Leetcode 18. 4Sum

Given an array S of n integers, are there elements a, b, c, and d in S such that a + b + c + d = target? Find all unique quadruplets in the array which gives the sum of target.

Note:

• Elements in a quadruplet (a,b,c,d) must be in non-descending order. (ie, a ≤ b ≤ c ≤ d)
• The solution set must not contain duplicate quadruplets.

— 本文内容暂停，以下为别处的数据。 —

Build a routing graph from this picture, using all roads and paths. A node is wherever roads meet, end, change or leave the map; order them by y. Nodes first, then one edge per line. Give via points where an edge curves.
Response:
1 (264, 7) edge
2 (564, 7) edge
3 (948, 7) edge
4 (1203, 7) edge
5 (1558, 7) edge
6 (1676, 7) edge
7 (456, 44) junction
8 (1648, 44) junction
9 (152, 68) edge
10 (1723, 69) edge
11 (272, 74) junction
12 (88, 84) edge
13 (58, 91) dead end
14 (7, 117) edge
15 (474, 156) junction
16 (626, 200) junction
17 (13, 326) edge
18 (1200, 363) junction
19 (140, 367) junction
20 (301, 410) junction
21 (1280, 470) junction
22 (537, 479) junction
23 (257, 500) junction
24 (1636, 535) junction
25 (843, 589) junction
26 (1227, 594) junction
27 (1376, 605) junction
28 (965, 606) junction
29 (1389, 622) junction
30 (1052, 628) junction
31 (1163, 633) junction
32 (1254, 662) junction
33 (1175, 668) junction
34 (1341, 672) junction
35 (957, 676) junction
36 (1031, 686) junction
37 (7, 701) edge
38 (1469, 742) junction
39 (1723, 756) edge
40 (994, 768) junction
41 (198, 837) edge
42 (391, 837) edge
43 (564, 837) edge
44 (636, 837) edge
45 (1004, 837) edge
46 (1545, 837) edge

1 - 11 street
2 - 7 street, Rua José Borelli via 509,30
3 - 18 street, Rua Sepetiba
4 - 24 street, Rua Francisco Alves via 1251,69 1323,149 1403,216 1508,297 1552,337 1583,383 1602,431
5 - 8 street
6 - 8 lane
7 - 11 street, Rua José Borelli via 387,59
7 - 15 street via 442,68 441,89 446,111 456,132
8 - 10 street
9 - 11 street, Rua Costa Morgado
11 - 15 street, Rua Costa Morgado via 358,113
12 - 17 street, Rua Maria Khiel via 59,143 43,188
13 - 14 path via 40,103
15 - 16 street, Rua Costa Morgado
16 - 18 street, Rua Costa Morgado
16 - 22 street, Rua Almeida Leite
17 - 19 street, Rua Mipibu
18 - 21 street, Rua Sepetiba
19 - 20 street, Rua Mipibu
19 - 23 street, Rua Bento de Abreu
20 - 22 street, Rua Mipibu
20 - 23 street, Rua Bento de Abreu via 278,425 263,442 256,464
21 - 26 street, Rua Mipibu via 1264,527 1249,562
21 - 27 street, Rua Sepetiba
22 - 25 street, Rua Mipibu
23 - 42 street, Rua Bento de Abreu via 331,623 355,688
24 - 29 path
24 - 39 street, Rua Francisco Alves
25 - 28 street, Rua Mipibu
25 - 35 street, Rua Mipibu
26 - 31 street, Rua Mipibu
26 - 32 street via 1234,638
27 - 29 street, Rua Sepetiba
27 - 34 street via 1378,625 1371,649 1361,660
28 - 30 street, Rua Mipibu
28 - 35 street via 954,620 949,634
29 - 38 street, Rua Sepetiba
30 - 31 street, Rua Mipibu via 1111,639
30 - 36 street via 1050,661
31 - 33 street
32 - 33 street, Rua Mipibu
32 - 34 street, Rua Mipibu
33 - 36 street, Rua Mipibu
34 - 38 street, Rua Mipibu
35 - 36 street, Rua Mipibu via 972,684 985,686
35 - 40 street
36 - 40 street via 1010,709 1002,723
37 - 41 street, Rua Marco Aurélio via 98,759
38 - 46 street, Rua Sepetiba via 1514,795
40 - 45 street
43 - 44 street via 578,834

    For example, given array S = {1 0 -1 0 -2 2}, and target = 0.

    A solution set is:
    (-1,  0, 0, 1)
    (-2, -1, 1, 2)
    (-2,  0, 0, 2)

题目大意：在所给数列中找到 4个数使得它们加起来等于目标值，列出所有可能的情况

题目分析：这题和 和15 题 3sum类似，主要思路是先固定两个i和j下标，再确定另外两个 left 和right下标。left初始设在j+1，right初始设在 nums.size()-1。当和小于target  left++   当和大于target right++

代码如下：

class Solution {
public:
    vector<vector<int>> fourSum(vector<int>& nums, int target) {
        vector<vector<int>> ans;
        if(nums.size()<4) return ans;
        
        sort(nums.begin(),nums.end());//先排序
        const int N=nums.size();
        int left,right;
        
        for(int i=0;i<N-3;i++){
            if(i>0&&nums[i]==nums[i-1]) continue;//跳过重复
            for(int j=i+1;j<N-2;j++){
                if(j>i+1&&nums[j]==nums[j-1]) continue;//跳过重复
                left=j+1;right=N-1;
                while(left<right){
                    if(left>j+1&&nums[left]==nums[left-1]) {left++; continue;}//跳过重复
                    if(right<N-1&&nums[right]==nums[right+1]) {right--; continue;}//跳过重复
                    
                    int sum=nums[i]+nums[j]+nums[left]+nums[right];
                    if(target==sum){
                        ans.push_back({nums[i],nums[j],nums[left],nums[right]});
                        left++;
                        right--;
                    }else if(target>sum){
                        left++;
                    }else{
                        right--;
                    }
                }
            }
        }
        return ans;
    }
};